Painting the map red
William Boyd, 5 September 1985
The story of the South African gold and diamond fields and of the men who rose to wealth and notoriety as a result of their exploitation has stimulated writers since the 1870s, when diamonds were first discovered. And yet amongst the millions of words there are curious lacunae, particularly in the area of biography. The key figures are Cecil Rhodes, Barney Barnato, Alfred Beit, J.B. Robinson, Solly Joel and Julius Wernher. None has a definitive biography, and on someone such as Beit there is an almost complete silence.

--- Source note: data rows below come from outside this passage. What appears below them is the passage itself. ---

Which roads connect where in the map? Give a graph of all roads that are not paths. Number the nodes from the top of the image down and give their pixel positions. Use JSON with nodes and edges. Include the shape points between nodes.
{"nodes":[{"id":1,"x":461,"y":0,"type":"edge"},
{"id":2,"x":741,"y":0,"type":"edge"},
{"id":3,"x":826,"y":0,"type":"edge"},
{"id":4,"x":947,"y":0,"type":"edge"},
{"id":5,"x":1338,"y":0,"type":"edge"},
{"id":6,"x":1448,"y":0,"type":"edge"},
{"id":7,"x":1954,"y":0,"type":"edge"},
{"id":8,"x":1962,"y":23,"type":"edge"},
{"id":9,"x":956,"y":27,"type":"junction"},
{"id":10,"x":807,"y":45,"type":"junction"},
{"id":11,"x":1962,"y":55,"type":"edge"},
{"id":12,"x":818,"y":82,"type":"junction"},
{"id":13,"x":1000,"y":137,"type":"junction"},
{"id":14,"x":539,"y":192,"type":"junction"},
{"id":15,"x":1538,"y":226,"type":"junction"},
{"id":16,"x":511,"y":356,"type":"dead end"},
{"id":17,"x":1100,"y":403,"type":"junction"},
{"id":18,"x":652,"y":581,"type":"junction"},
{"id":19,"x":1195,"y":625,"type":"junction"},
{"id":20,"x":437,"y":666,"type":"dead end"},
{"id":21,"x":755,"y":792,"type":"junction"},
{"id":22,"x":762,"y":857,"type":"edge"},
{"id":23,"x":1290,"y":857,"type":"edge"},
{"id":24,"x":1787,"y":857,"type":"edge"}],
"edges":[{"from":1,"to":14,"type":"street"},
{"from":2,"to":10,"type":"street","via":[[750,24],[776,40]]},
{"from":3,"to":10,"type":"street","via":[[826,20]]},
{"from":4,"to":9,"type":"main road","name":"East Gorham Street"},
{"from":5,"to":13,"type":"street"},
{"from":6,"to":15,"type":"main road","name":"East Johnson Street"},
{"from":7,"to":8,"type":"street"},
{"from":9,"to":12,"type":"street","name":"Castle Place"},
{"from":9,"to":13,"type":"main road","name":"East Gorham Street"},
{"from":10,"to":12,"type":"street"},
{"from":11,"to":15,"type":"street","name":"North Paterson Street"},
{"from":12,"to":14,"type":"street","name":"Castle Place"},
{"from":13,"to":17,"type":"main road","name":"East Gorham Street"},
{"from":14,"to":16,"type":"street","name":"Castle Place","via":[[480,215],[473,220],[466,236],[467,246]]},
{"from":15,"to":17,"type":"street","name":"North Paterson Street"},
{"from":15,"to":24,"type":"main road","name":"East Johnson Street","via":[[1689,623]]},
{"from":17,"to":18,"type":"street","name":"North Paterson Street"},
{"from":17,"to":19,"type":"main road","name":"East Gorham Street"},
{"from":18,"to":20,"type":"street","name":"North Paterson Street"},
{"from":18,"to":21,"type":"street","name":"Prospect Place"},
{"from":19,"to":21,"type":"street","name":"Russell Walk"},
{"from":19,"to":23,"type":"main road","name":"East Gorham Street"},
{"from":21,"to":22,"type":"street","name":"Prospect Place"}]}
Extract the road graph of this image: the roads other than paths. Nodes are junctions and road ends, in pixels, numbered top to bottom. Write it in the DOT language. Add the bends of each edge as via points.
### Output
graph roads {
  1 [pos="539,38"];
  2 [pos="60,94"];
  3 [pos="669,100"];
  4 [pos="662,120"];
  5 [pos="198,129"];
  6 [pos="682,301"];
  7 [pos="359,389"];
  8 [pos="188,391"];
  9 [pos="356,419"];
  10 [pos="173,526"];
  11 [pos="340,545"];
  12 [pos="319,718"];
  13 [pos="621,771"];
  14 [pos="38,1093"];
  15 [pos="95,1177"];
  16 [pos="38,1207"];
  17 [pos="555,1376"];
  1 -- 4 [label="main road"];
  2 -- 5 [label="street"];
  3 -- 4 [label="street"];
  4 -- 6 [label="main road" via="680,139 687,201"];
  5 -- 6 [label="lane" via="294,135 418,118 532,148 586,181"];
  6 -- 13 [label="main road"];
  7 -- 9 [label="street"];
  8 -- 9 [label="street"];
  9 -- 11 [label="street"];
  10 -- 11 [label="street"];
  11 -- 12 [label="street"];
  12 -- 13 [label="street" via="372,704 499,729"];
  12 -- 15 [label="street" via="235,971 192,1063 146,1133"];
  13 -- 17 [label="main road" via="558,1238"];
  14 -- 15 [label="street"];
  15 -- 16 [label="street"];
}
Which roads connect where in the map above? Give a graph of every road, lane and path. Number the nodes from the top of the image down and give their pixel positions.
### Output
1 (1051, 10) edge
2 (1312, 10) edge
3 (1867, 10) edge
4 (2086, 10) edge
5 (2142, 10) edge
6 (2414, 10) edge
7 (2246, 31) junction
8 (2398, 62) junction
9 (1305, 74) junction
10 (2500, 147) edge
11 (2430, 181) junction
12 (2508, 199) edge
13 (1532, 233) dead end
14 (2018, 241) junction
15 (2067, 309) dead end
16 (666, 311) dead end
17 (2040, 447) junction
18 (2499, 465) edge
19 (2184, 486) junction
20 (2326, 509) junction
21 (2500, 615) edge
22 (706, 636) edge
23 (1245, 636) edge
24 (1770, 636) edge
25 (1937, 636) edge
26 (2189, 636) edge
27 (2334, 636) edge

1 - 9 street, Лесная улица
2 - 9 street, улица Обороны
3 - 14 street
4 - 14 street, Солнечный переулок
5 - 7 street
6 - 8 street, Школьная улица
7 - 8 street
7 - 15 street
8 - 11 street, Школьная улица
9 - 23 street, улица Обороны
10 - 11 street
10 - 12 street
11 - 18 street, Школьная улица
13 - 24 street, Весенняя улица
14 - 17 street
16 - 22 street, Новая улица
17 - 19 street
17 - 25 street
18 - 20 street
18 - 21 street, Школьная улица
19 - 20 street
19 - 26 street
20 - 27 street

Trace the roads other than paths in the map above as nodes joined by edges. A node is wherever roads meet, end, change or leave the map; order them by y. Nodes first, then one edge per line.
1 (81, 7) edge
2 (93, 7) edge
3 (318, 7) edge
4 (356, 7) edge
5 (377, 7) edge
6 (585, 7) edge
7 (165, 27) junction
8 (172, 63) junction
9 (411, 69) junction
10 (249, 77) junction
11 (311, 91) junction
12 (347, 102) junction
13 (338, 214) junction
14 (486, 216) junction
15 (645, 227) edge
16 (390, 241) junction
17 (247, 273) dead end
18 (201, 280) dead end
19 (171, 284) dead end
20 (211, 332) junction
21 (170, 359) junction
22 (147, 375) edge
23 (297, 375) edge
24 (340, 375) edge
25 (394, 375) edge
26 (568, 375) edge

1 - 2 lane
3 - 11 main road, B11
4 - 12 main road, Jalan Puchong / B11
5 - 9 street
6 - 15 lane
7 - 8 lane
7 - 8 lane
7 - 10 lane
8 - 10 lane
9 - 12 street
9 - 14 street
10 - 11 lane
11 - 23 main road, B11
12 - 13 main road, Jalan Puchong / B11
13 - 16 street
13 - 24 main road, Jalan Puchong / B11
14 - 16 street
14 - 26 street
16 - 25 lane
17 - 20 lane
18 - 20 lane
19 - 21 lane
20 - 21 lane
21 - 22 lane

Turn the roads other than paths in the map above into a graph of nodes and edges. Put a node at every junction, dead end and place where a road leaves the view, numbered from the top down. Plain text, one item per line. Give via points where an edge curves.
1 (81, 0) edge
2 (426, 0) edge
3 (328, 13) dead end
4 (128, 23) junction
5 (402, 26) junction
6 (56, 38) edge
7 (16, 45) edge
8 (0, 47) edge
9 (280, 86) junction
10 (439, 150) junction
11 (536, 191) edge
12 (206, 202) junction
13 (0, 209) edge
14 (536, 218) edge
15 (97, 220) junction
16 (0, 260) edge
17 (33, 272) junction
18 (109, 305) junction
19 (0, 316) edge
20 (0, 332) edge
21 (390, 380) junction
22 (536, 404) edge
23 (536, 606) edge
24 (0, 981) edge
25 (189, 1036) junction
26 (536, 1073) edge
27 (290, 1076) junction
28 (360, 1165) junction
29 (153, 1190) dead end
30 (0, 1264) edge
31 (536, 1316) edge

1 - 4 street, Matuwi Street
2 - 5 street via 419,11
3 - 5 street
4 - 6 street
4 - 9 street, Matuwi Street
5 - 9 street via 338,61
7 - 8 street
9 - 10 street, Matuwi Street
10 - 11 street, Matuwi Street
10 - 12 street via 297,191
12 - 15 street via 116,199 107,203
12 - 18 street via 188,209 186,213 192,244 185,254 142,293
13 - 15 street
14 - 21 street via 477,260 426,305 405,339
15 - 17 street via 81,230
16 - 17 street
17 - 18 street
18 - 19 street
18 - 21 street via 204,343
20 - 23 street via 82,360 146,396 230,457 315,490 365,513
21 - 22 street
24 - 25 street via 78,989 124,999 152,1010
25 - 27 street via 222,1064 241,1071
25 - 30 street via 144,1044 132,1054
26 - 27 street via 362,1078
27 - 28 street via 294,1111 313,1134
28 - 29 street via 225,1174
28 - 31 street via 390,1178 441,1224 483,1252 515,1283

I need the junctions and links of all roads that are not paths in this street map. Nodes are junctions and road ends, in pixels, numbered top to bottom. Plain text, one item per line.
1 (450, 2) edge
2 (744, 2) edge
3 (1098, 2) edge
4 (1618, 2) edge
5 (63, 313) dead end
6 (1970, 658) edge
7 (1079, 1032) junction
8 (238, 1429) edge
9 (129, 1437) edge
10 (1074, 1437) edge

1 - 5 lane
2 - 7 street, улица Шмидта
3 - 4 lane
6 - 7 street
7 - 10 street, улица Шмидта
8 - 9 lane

This is even more true of the minor figures, such as Rhodes’s henchman Rutherfoord Harris, his partner Charles Rudd, or even Leander Starr Jameson. Paradoxically, there exists a first-rate scholarly account of Rhodes’s involvement with the annexation of Bechuanaland – yet no similar treatment of his life. Even the most recent biography (by J. Flint, 1976) is inadequate on certain areas of his life. If one wants to learn about Neville Pickering, his first private secretary and the great love of his life (Rhodes, in his second will, left his estate to Pickering), one must turn to Brian Roberts’s Cecil Rhodes and the Princess, where, for the first and only time, Pickering’s early life and background are accurately delineated. Other murky areas – Rhodes’s dealings with Lobengula and the Matabele, the formation of the British South Africa Company, the widespread concession racketeering – still await their chroniclers.’